Un juez de Nueva York, el magistrado M.Karas, del tribunal federal del distrito, ha ordenado publicar la supuesta nota de suicidio escrita por Jeffrey Epstein. El magistrado ha ordenado desclasificar el documento, que ha permanecido bajo secreto de sumario en la investigación judicial relacionada con el compañero de celda del pederasta.

El texto, adelantado por The New Yor Times dice lo siguiente: “Me investigaron durante meses, ¡¡¡NO ENCONTRARON NADA!!! (…) Es un privilegio poder elegir el momento para decir adiós”.

El documento, cuya autoría no se puede certificar que sea de una de las personas más relevantes de Estados Unidos (EEUU), acusada de crear una red de explotación sexual, agrega. “¿Qué quieres que haga? ¡¡Me pongo a llorar!!”, y concluye: “¡¡¡NO ES DIVERTIDO!!! ¡¡¡NO VALE LA PENA!!!”. El texto queda recogido en una hoja amarillente y consta de siete líneas, estando estas últimas palabras subrayadas.

La publicación de la supuesta nota es el último episodio de la escandalosa historia de Jeffrey Epstein, alrededor del cual se cierne una investigación judicial con millones de documentos que darían buena cuenta de sus relaciones con millonarios, políticos y personajes políticos, no solo del país norteamericano.

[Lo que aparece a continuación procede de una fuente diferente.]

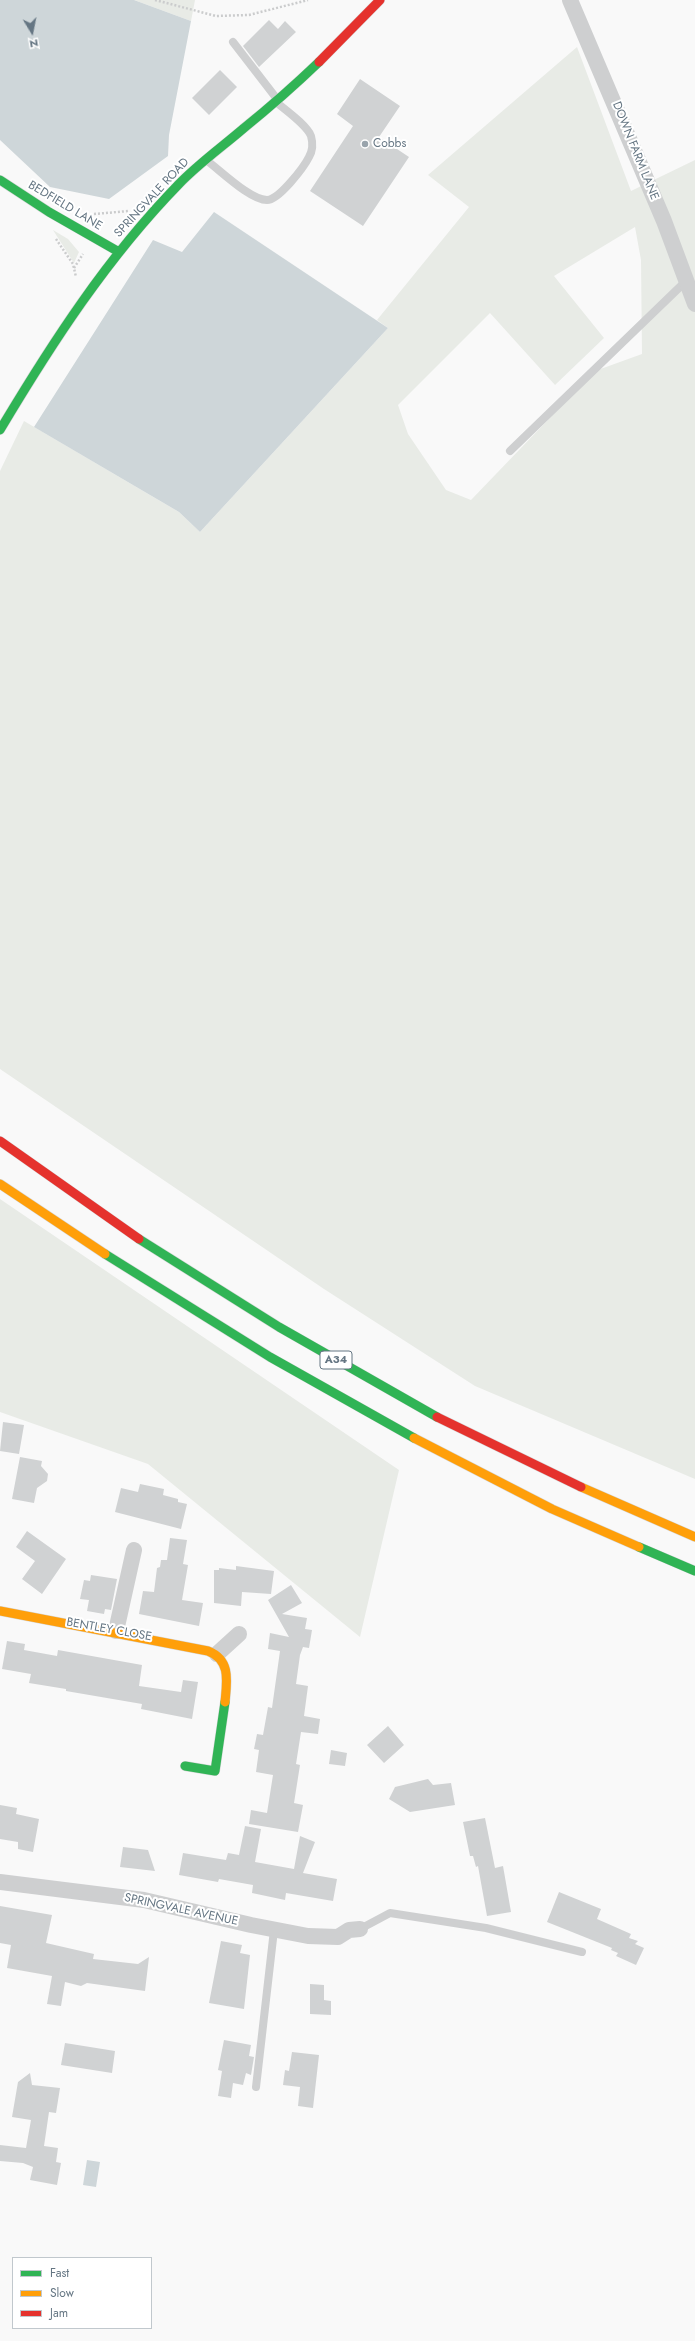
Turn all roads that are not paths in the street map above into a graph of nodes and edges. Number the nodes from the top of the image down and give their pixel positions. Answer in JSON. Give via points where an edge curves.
{"nodes":[{"id":1,"x":380,"y":0,"type":"edge"},
{"id":2,"x":570,"y":0,"type":"edge"},
{"id":3,"x":233,"y":42,"type":"dead end"},
{"id":4,"x":276,"y":100,"type":"junction"},
{"id":5,"x":205,"y":160,"type":"junction"},
{"id":6,"x":0,"y":180,"type":"edge"},
{"id":7,"x":118,"y":252,"type":"junction"},
{"id":8,"x":685,"y":282,"type":"junction"},
{"id":9,"x":695,"y":304,"type":"edge"},
{"id":10,"x":0,"y":430,"type":"edge"},
{"id":11,"x":510,"y":451,"type":"dead end"},
{"id":12,"x":0,"y":1141,"type":"edge"},
{"id":13,"x":0,"y":1184,"type":"edge"},
{"id":14,"x":695,"y":1537,"type":"edge"},
{"id":15,"x":134,"y":1550,"type":"dead end"},
{"id":16,"x":695,"y":1571,"type":"edge"},
{"id":17,"x":0,"y":1611,"type":"edge"},
{"id":18,"x":116,"y":1631,"type":"junction"},
{"id":19,"x":239,"y":1634,"type":"dead end"},
{"id":20,"x":217,"y":1654,"type":"junction"},
{"id":21,"x":185,"y":1766,"type":"dead end"},
{"id":22,"x":0,"y":1882,"type":"edge"},
{"id":23,"x":360,"y":1928,"type":"joint"},
{"id":24,"x":274,"y":1930,"type":"junction"},
{"id":25,"x":582,"y":1952,"type":"dead end"},
{"id":26,"x":256,"y":2087,"type":"dead end"}],
"edges":[{"from":1,"to":4,"type":"main road","name":"SPRINGVALE ROAD"},
{"from":2,"to":8,"type":"street","name":"DOWN FARM LANE","via":[[664,221]]},
{"from":3,"to":4,"type":"lane"},
{"from":4,"to":5,"type":"main road","name":"SPRINGVALE ROAD"},
{"from":4,"to":5,"type":"lane","via":[[311,135],[313,146],[309,157],[274,198],[266,200],[252,194]]},
{"from":5,"to":7,"type":"main road","name":"SPRINGVALE ROAD"},
{"from":6,"to":7,"type":"main road","name":"BEDFIELD LANE"},
{"from":7,"to":10,"type":"main road","name":"SPRINGVALE ROAD","via":[[69,319]]},
{"from":8,"to":9,"type":"street","name":"DOWN FARM LANE"},
{"from":8,"to":11,"type":"lane"},
{"from":12,"to":14,"type":"main road","number":"A34","via":[[75,1197],[159,1253],[410,1403],[586,1489]]},
{"from":13,"to":16,"type":"main road","number":"A34","via":[[135,1275],[282,1365],[392,1427],[553,1509]]},
{"from":15,"to":18,"type":"street"},
{"from":17,"to":18,"type":"main road","name":"BENTLEY CLOSE"},
{"from":18,"to":20,"type":"main road","name":"BENTLEY CLOSE","via":[[201,1648]]},
{"from":19,"to":20,"type":"street"},
{"from":20,"to":21,"type":"main road","via":[[226,1665],[220,1745],[215,1770]]},
{"from":22,"to":24,"type":"street","name":"SPRINGVALE AVENUE","via":[[144,1900]]},
{"from":23,"to":24,"type":"street","name":"SPRINGVALE AVENUE","via":[[349,1930],[338,1937],[308,1936]]},
{"from":23,"to":25,"type":"lane","via":[[390,1914],[486,1928]]},
{"from":24,"to":26,"type":"lane"}]}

Los funcionarios del Centro Correccional Metropolitano del Bajo Manhattan encontraron su cuerpo sin vida en 2019 en esa cárcel. El forense certificó su muerto y la atribuyó a un suicidio.

Una muerte plagada de incógnitas

Una de las investigaciones judiciales se centra en Nicholas Tartaglione, el compañero de celda del financiero, que durante décadas tejió una red de contactos con rostros importantes del mundo político y empresarial. Epstein habría ofrecido servicios sexuales a algunos de ellos de mujeres a las que prostituía, en muchos casos menores de edad; o los invitaba a su isla privada en medio del Caribe, donde se habrían producido todo tipo de abusos.

Su compañero de celda declaró durante la investigación que había descubierto la nota de suicidio de Epstein en el verano de 2019, justo después de que el “mayor depredador sexual de la historia” -así lo describió un juez- fuera encontrado inconsciente en su celda con un cordón alrededor del cuello.

El pederasta consiguió sobrevivir a ese episodio, pero semanas después, a los 66 años de edad, apareció muerto. Llevaba alrededor de diez en el centro del debate mediático acusado de proxeneta y pederasta.

Tartaglione, por su parte, es un antiguo policía de un distrito neoyorquino, acusado de cuádruple asesinato, conspiración para distribuir cocaína e intento de secuestro. Actualmente, cumple varias cadenas perpetuas en una cárcel del estado de Florida.

Cuando el juez investigó la nota, hace años, él señaló que se encontró con la supuesta confesión de suicidio, una hoja de bloc amarillo, entre las páginas de una novela gráfica después de que los médicos socorrieran a Epstein después de su primer intento de suicidio.

El juez Karas argumentó que Tartaglione ya habló públicamente en algunas entrevistas sobre la nota, con lo que perdió cualquier protección de privilegio abogado-cliente y dejó de ser secreta.

La muerte de Epstein siempre ha estado rodeada de oscurantismo. Tras el primer supuesto intento de suicidio, el pederasta dijo que las líneas rojas de su cuello se debía a una agresión de su compañero de celda y que él no tenía tendencias suicidas, alfo que Tartaglione siempre negó. “Nunca tuve problemas” con él, aseguró.

Donald Trump

Desde la aparición de Donald Trump y su ascenso al poder, los defensores del republicano han difundido varias teorías de la conspiración en la línea de que Epstein no se suicidó, esgrimiendo fallos de seguridad y asegurando, sin pruebas y en contra de lo que señalan las pruebas forenses.

En su opinión, el protagonista de estas líneas fue asesinado por orden de miembros de los poderes financieros y políticos de EEUU, vinculados al partido demócrata. Se trata de una teoría que llegó cuando salió a la luz que Trump había mantenido una relación estrecha durante años con el pederasta.

El actual presidente estadounidense aseguró que cortó la relación en 2004, cuando recibió quejas de empleados de su residencia de Mar-a-Lago (Florida). Su nombre aparece en más de 5.000 ocasiones en los denominados archivos de Epstein, que han sido desclasificados en los últimos meses sin haberse hallado, por el momento, alguna mención comprometedora para él.